╔══
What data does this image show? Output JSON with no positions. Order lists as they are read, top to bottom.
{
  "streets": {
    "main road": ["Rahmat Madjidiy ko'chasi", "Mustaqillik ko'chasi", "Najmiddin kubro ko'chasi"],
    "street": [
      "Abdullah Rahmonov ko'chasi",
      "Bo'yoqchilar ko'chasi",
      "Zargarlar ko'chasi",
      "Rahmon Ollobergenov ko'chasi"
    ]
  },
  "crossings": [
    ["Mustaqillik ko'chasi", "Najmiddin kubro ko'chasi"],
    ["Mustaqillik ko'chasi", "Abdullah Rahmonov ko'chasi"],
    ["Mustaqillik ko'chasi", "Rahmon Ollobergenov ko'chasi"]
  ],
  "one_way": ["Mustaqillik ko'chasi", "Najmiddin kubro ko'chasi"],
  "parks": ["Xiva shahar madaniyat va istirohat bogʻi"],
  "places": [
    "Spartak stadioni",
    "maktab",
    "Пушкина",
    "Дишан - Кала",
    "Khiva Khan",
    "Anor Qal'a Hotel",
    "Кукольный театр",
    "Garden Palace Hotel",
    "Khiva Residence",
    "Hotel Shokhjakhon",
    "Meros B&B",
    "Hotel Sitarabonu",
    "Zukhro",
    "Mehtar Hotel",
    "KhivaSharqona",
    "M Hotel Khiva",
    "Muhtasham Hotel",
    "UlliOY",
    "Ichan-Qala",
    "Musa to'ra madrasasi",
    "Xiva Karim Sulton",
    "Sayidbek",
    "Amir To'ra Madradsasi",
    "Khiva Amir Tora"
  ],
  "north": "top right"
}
╚══
| INSTRUCTIONS FOR THE TASK |
Look over the listing and say how many lines hold the string "Amir". Nothing but the number is needed.

| ANSWER TO THIS EXERCISE |
2